TASK: Your task is to copy every line of this material exactly.

DATA SHOWN:

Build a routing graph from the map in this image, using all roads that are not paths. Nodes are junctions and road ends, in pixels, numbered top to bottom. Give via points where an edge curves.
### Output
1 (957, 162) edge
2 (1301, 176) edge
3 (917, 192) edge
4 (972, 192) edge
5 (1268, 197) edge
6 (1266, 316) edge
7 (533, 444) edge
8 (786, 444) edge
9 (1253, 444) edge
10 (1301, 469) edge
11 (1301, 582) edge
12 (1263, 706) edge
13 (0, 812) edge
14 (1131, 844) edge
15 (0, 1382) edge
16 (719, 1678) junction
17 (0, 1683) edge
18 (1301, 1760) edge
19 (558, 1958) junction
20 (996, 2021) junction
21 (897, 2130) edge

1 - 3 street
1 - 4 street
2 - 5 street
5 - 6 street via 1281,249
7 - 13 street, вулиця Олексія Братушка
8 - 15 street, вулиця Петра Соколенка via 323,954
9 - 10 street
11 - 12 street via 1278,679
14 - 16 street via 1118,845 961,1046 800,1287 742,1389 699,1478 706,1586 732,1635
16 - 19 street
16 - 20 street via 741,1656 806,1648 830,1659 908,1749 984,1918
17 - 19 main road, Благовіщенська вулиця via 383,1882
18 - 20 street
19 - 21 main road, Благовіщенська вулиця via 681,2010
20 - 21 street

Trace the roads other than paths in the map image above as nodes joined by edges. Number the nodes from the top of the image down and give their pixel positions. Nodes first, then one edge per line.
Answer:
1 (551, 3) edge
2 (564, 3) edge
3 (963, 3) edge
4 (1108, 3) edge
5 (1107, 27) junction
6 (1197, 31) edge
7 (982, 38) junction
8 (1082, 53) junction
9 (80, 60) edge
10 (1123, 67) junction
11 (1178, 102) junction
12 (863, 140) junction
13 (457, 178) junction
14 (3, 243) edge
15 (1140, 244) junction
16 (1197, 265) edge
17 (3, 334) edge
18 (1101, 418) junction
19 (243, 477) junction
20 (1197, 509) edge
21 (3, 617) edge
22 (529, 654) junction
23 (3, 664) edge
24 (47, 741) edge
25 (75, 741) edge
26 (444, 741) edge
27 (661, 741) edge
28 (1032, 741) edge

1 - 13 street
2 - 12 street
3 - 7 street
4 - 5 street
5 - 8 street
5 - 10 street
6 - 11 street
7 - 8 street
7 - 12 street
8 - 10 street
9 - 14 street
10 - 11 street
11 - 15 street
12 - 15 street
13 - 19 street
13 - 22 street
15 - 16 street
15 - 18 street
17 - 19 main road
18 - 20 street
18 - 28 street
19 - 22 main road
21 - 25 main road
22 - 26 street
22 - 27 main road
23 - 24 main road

YOUR RESPONSE:
Build a routing graph from the map in this image, using all roads that are not paths. Nodes are junctions and road ends, in pixels, numbered top to bottom. Give via points where an edge curves.
### Output
1 (957, 162) edge
2 (1301, 176) edge
3 (917, 192) edge
4 (972, 192) edge
5 (1268, 197) edge
6 (1266, 316) edge
7 (533, 444) edge
8 (786, 444) edge
9 (1253, 444) edge
10 (1301, 469) edge
11 (1301, 582) edge
12 (1263, 706) edge
13 (0, 812) edge
14 (1131, 844) edge
15 (0, 1382) edge
16 (719, 1678) junction
17 (0, 1683) edge
18 (1301, 1760) edge
19 (558, 1958) junction
20 (996, 2021) junction
21 (897, 2130) edge

1 - 3 street
1 - 4 street
2 - 5 street
5 - 6 street via 1281,249
7 - 13 street, вулиця Олексія Братушка
8 - 15 street, вулиця Петра Соколенка via 323,954
9 - 10 street
11 - 12 street via 1278,679
14 - 16 street via 1118,845 961,1046 800,1287 742,1389 699,1478 706,1586 732,1635
16 - 19 street
16 - 20 street via 741,1656 806,1648 830,1659 908,1749 984,1918
17 - 19 main road, Благовіщенська вулиця via 383,1882
18 - 20 street
19 - 21 main road, Благовіщенська вулиця via 681,2010
20 - 21 street

Trace the roads other than paths in the map image above as nodes joined by edges. Number the nodes from the top of the image down and give their pixel positions. Nodes first, then one edge per line.
Answer:
1 (551, 3) edge
2 (564, 3) edge
3 (963, 3) edge
4 (1108, 3) edge
5 (1107, 27) junction
6 (1197, 31) edge
7 (982, 38) junction
8 (1082, 53) junction
9 (80, 60) edge
10 (1123, 67) junction
11 (1178, 102) junction
12 (863, 140) junction
13 (457, 178) junction
14 (3, 243) edge
15 (1140, 244) junction
16 (1197, 265) edge
17 (3, 334) edge
18 (1101, 418) junction
19 (243, 477) junction
20 (1197, 509) edge
21 (3, 617) edge
22 (529, 654) junction
23 (3, 664) edge
24 (47, 741) edge
25 (75, 741) edge
26 (444, 741) edge
27 (661, 741) edge
28 (1032, 741) edge

1 - 13 street
2 - 12 street
3 - 7 street
4 - 5 street
5 - 8 street
5 - 10 street
6 - 11 street
7 - 8 street
7 - 12 street
8 - 10 street
9 - 14 street
10 - 11 street
11 - 15 street
12 - 15 street
13 - 19 street
13 - 22 street
15 - 16 street
15 - 18 street
17 - 19 main road
18 - 20 street
18 - 28 street
19 - 22 main road
21 - 25 main road
22 - 26 street
22 - 27 main road
23 - 24 main road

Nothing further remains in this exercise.